Shared services

Enabling access to shared services in support of CGIAR research and its researchers

The Platform empowers CGIAR and its community to deliver on the potential of big data to bring results for smallholder agriculture.

A key part of the Platform’s Convene Module strategy is to develop ambitious partnerships to facilitate collaboration and ideation and build CGIAR capacity on big data approaches.

The Platform has enabled access to shared services in support of CGIAR research. The services described below are available to all CGIAR researchers. If you would like to benefit from any of these services, please contact Jawoo Koo at j.koo@cgiar.org

Additional capacity buidling initiatives include our courses and regular webinars.
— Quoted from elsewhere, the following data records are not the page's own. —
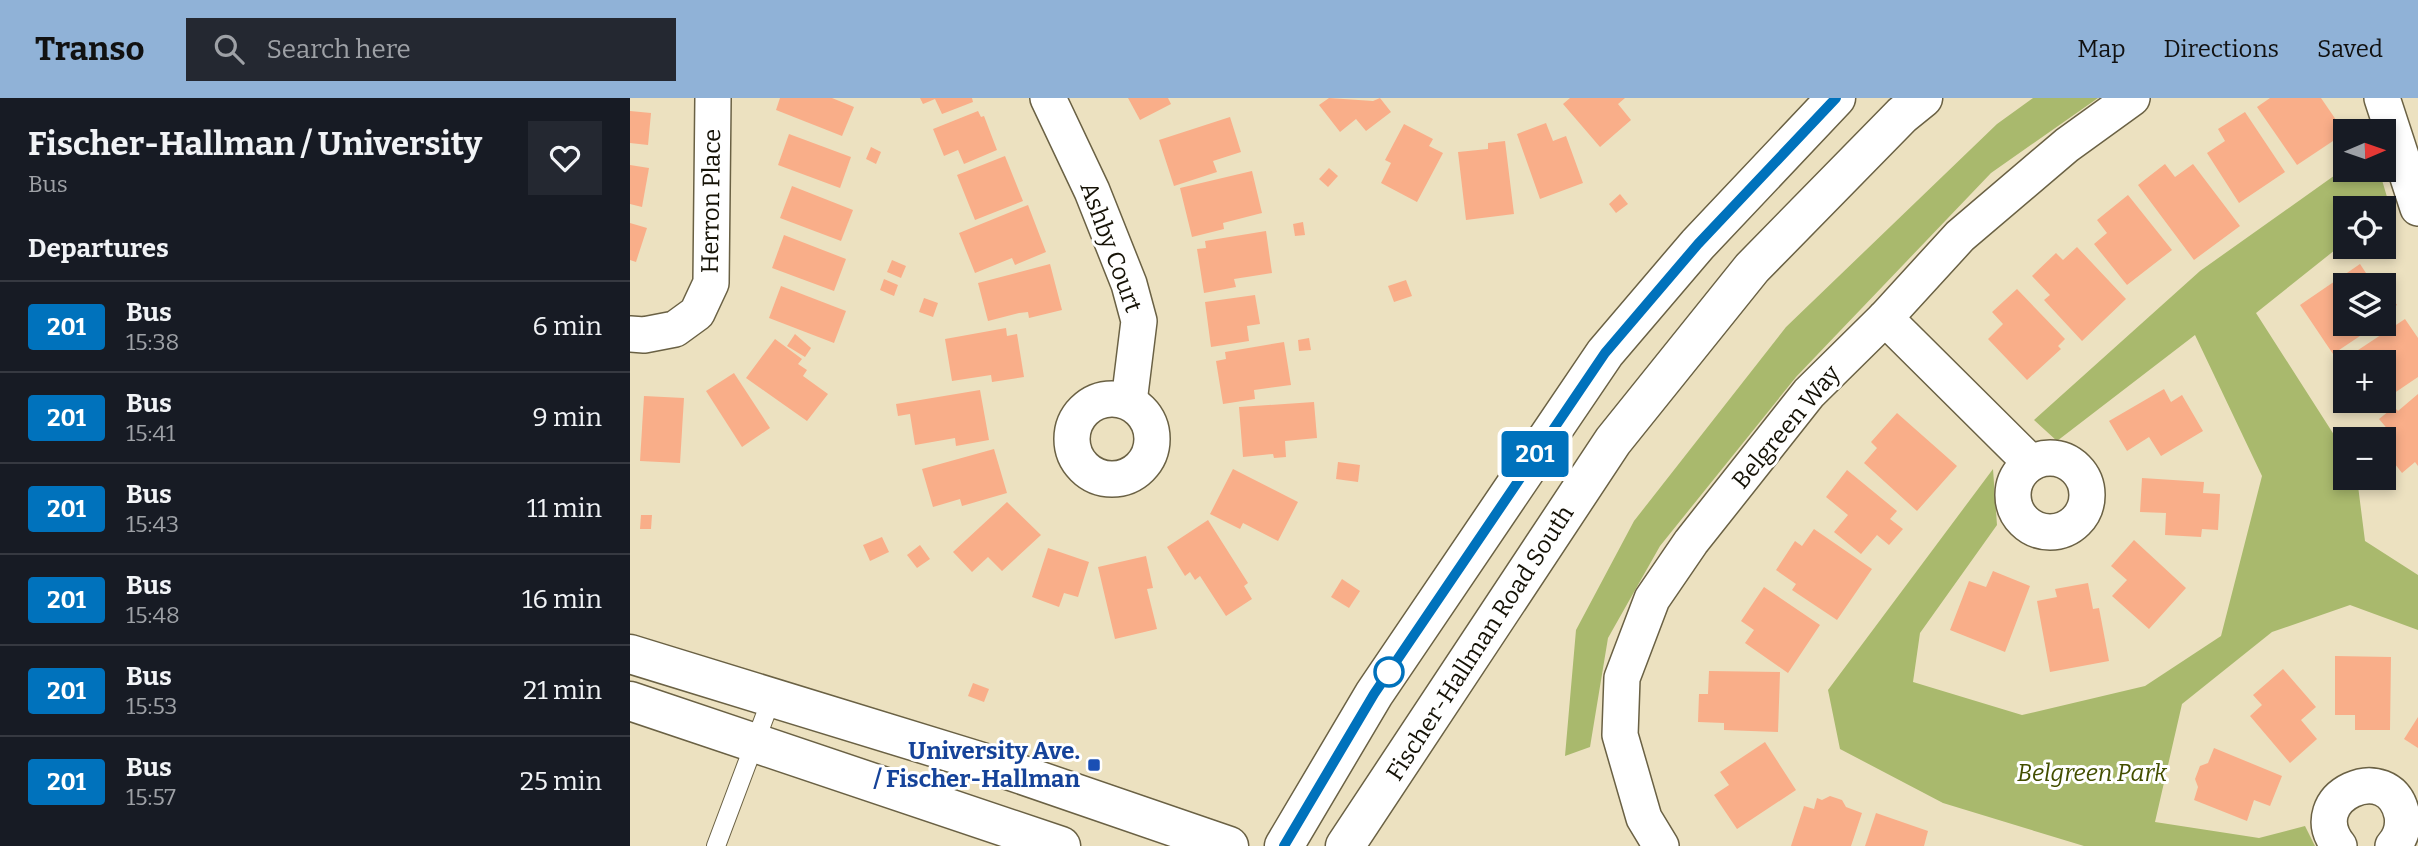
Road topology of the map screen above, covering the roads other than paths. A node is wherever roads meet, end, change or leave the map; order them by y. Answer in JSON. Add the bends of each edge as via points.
{"nodes":[{"id":1,"x":713,"y":98,"type":"edge"},
{"id":2,"x":1048,"y":98,"type":"edge"},
{"id":3,"x":1836,"y":98,"type":"edge"},
{"id":4,"x":1923,"y":98,"type":"edge"},
{"id":5,"x":2132,"y":98,"type":"edge"},
{"id":6,"x":2382,"y":98,"type":"edge"},
{"id":7,"x":2418,"y":208,"type":"edge"},
{"id":8,"x":1885,"y":318,"type":"junction"},
{"id":9,"x":630,"y":334,"type":"edge"},
{"id":10,"x":1129,"y":402,"type":"dead end"},
{"id":11,"x":2031,"y":463,"type":"dead end"},
{"id":12,"x":630,"y":654,"type":"edge"},
{"id":13,"x":772,"y":697,"type":"junction"},
{"id":14,"x":630,"y":701,"type":"edge"},
{"id":15,"x":755,"y":741,"type":"junction"},
{"id":16,"x":716,"y":846,"type":"edge"},
{"id":17,"x":1061,"y":846,"type":"edge"},
{"id":18,"x":1229,"y":846,"type":"edge"},
{"id":19,"x":1284,"y":846,"type":"edge"},
{"id":20,"x":1345,"y":846,"type":"edge"},
{"id":21,"x":1661,"y":846,"type":"edge"},
{"id":22,"x":2340,"y":846,"type":"edge"},
{"id":23,"x":2393,"y":846,"type":"edge"}],
"edges":[{"from":1,"to":9,"type":"street","name":"Herron Place","via":[[711,283],[697,313],[675,329]]},
{"from":2,"to":10,"type":"street","name":"Ashby Court","via":[[1092,191],[1139,321]]},
{"from":3,"to":19,"type":"main road","via":[[1698,244],[1605,353],[1374,694]]},
{"from":4,"to":20,"type":"main road","name":"Fischer-Hallman Road South","via":[[1752,268],[1613,441]]},
{"from":5,"to":8,"type":"street","name":"Belgreen Way","via":[[2067,145],[1960,236]]},
{"from":6,"to":7,"type":"street"},
{"from":8,"to":11,"type":"street"},
{"from":8,"to":21,"type":"street","name":"Belgreen Way","via":[[1809,393],[1691,542],[1652,599],[1622,678],[1620,735],[1644,818]]},
{"from":12,"to":13,"type":"main road"},
{"from":13,"to":15,"type":"lane"},
{"from":13,"to":18,"type":"main road","via":[[1008,770]]},
{"from":14,"to":15,"type":"main road"},
{"from":15,"to":16,"type":"lane"},
{"from":15,"to":17,"type":"main road"},
{"from":22,"to":23,"type":"street","via":[[2332,834],[2332,811],[2347,790],[2361,785],[2380,788],[2400,807],[2402,828]]}]}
Help us optimize your use of these subscriptions by sharing your feedback in this short five-minute survey.

If you have found these services useful to your work, please acknowledge us following these guidelines.

Big Data Services

GARDIAN: The Global Agricultural Research Data Innovation & Acceleration Network

The primary focus in the early years of the Platform is on getting CGIAR data resources organized and FAIR (Findable, Accessible, Interoperable, Reusable). The Platform is working on establishing the infrastructures, tools, and approaches to make CGIAR data visible and usable, and has developed FAIR Metrics and downloadable Guidelines for making data assets FAIR. It is also working with all 15 Centers to build capacity across the CGIAR system to effectively manage its valuable data resources.

GARDIAN, the Global Agricultural Research Data Innovation & Acceleration Network, is the CGIAR flagship data harvester. GARDIAN enables the discovery of publications and datasets from the thirty-odd institutional publications and data repositories across all CGIAR Centers to enable value addition and innovation via data reuse.
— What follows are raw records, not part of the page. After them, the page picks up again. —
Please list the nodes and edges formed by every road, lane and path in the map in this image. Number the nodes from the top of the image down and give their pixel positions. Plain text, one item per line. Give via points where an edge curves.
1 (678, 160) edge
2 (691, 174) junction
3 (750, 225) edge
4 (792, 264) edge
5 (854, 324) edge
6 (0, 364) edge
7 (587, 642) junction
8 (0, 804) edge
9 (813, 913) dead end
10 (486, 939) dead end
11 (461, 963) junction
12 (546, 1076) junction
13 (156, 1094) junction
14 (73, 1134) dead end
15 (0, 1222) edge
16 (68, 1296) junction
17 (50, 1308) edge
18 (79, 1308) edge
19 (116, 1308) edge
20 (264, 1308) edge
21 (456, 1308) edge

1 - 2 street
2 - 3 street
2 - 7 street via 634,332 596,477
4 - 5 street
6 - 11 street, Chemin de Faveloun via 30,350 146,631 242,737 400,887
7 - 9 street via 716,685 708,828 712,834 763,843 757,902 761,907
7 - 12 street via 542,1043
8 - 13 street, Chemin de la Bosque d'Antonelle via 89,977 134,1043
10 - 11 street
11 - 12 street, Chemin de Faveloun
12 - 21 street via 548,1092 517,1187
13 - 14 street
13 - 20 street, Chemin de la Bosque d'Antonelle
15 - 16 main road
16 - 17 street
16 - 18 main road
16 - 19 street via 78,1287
COLLABORATIVE DATA SCIENCE ENVIRONMENT

Collaborative GARDIAN Labs

As a part of the GARDIAN Ecosystem, the Platform will soon launch the Collaborative GARDIAN Labs (CGLabs), an open collaborative data science platform that allows researchers to work together on the same data science project using datasets securely transferred from GARDIAN and other trusted sources.

CGLabs will help discoverability, visualization, and analyses of datasets and collaborative analytics using R and Python computer programming languages. CGLabs establishes a secure transfer and storage of computer program codes and data files through Globus, another core Shared Service that the Platform provides.
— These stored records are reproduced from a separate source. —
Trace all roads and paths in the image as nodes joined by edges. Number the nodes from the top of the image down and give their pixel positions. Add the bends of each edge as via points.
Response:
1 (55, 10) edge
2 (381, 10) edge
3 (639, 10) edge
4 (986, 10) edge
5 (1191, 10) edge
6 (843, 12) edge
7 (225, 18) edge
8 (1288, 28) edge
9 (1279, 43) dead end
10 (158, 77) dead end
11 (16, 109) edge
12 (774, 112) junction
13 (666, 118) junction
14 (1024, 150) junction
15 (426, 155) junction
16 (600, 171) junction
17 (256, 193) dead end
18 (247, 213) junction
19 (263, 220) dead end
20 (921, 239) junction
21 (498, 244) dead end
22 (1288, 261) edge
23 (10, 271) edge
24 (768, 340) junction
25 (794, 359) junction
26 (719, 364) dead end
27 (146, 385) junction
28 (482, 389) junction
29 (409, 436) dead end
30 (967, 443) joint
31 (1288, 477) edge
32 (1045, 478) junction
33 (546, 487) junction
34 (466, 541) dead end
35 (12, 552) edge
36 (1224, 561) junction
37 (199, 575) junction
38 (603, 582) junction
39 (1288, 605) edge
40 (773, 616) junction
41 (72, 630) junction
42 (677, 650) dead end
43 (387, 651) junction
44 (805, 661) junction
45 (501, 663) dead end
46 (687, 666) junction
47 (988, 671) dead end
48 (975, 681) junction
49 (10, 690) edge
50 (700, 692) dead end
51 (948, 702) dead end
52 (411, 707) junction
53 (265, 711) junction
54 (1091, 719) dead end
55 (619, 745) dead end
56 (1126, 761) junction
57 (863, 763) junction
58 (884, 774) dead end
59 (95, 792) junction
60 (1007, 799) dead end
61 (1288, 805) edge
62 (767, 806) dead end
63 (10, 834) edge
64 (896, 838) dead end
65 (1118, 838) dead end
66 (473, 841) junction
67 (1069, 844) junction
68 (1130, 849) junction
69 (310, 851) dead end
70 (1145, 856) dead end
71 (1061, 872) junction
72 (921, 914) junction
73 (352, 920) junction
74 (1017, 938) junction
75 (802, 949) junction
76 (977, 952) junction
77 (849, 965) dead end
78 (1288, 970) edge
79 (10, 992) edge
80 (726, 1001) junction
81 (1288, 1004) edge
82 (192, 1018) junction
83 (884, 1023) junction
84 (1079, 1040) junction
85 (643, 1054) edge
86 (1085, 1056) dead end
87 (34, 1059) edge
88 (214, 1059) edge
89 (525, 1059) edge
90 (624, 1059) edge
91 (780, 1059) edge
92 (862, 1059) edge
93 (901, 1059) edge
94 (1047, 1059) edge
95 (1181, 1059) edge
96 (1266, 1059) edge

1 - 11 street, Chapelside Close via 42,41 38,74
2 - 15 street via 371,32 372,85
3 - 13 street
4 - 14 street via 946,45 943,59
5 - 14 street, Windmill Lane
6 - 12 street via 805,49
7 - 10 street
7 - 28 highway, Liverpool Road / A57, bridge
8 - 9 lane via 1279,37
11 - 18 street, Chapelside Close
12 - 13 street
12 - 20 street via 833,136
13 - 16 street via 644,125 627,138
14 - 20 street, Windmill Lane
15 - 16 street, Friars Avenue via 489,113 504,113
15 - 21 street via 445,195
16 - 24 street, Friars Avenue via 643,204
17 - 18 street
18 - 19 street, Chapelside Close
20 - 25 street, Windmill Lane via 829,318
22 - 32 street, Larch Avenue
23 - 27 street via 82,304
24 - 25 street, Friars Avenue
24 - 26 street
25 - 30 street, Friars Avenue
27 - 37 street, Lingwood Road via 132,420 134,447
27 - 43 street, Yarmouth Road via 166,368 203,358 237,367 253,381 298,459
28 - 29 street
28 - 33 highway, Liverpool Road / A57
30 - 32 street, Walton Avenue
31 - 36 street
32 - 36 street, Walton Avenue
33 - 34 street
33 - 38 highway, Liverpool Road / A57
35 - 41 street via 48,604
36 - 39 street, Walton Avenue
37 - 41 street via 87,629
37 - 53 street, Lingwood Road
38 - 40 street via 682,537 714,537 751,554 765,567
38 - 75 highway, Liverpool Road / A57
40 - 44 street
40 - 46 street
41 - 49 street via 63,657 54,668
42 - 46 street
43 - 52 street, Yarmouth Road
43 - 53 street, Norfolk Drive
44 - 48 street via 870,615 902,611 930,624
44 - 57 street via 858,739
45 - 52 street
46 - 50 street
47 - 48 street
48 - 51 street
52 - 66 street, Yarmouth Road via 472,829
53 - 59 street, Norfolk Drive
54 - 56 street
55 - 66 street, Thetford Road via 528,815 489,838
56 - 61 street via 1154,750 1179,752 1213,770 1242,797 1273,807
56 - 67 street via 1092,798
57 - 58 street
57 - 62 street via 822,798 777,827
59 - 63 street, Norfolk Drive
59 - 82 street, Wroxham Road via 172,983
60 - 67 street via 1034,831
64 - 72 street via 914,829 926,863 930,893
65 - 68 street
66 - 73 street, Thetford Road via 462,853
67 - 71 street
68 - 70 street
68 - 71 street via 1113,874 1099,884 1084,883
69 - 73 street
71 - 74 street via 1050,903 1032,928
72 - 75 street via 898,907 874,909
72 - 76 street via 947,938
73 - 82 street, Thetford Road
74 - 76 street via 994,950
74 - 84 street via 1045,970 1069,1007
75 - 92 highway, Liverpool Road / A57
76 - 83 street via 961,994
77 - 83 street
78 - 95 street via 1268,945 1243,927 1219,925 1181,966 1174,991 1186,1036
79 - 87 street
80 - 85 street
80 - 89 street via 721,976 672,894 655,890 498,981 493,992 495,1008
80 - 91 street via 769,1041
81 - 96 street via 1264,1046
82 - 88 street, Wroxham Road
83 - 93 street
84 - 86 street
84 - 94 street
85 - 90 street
Shared programming codes will help accelerate the customization of analytics and avoid possible duplications. This will ultimately contribute to the advances in science by enabling the reproducibility of published work and increased efficiencies.

With CGLabs, we anticipate lowering the barrier to the practical use of big data in agricultural research. Stay tuned for the exciting launch of CGLabs in mid-2020!

Subscription Services

Secure sharing and transfer of large datasets

The CGIAR Platform for Big Data in Agriculture activated a subscription to Globus, a grid computing alliance providing tools for secure management of data. The Platform is testing Globus to determine if it can become a pan-CGIAR data infrastructure.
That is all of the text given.